***** Dataset content

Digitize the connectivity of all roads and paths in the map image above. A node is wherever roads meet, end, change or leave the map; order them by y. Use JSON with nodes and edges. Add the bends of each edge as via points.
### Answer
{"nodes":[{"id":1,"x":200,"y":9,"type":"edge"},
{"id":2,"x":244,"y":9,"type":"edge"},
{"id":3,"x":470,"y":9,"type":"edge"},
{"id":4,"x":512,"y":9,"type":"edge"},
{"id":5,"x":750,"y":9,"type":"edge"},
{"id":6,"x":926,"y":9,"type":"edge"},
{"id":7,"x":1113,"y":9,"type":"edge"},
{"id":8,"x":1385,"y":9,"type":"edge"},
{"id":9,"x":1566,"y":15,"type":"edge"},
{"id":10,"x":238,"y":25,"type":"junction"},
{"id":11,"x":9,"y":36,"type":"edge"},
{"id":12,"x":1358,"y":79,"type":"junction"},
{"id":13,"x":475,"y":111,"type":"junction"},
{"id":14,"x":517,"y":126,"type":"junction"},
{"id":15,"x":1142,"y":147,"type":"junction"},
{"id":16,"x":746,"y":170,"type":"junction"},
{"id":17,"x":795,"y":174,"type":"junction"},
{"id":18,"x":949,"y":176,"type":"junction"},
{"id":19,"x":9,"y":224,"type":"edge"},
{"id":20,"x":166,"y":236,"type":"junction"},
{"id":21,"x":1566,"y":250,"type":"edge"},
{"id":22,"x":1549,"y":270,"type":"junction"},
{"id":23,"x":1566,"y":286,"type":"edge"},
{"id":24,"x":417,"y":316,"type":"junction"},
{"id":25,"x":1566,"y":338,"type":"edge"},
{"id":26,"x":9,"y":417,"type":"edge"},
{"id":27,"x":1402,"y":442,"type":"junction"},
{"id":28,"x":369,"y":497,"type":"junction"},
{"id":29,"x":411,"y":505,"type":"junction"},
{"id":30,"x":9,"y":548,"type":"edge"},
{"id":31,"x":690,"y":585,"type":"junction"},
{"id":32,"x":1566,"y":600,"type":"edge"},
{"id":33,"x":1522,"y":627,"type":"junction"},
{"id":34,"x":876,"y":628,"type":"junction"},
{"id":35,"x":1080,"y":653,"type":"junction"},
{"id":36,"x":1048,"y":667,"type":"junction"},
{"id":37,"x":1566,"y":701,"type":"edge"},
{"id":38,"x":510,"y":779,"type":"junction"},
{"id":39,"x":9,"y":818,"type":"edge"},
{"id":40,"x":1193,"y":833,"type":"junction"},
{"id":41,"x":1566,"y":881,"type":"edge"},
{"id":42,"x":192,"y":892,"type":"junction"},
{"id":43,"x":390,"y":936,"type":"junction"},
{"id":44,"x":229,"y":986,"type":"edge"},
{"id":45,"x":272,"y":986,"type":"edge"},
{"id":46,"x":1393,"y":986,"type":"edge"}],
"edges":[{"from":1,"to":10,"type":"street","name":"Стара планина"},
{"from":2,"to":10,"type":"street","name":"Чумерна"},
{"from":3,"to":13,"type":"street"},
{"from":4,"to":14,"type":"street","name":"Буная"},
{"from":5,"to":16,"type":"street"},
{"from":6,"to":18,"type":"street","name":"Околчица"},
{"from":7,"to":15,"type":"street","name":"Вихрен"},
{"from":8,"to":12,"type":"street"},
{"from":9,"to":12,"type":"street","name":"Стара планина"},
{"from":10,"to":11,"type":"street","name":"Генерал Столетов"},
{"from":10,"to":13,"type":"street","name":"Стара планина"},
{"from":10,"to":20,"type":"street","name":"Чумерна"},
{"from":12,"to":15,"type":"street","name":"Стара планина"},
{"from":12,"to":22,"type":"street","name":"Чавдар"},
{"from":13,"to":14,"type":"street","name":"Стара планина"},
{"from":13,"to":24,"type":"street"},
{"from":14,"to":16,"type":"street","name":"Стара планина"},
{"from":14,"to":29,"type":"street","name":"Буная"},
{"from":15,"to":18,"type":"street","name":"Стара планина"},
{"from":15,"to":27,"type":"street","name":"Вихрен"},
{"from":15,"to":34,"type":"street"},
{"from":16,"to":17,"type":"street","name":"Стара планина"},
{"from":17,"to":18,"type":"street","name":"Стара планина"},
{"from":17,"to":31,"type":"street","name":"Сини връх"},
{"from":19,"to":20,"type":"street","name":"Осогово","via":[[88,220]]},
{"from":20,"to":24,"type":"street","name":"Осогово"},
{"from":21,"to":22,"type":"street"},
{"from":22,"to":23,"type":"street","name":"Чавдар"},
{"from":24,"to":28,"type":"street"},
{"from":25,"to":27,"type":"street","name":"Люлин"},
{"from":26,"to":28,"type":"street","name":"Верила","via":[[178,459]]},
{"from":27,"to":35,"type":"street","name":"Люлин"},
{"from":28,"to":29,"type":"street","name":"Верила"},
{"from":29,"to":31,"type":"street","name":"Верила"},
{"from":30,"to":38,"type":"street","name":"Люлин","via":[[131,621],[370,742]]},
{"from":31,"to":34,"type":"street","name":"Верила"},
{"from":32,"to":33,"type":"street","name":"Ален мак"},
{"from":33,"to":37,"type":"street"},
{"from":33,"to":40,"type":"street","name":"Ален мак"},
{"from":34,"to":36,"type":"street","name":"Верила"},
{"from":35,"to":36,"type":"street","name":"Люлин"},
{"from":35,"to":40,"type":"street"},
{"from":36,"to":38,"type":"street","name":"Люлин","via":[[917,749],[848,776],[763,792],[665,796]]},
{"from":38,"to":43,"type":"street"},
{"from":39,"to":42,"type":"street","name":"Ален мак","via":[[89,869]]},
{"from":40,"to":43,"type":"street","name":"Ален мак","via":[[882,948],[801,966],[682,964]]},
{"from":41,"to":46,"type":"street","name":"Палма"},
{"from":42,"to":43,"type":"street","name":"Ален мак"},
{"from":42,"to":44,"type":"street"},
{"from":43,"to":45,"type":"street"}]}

**********

In the material above, find each line containing the word "Буная" and copy it.

## [Response area]
{"from":4,"to":14,"type":"street","name":"Буная"},
{"from":14,"to":29,"type":"street","name":"Буная"},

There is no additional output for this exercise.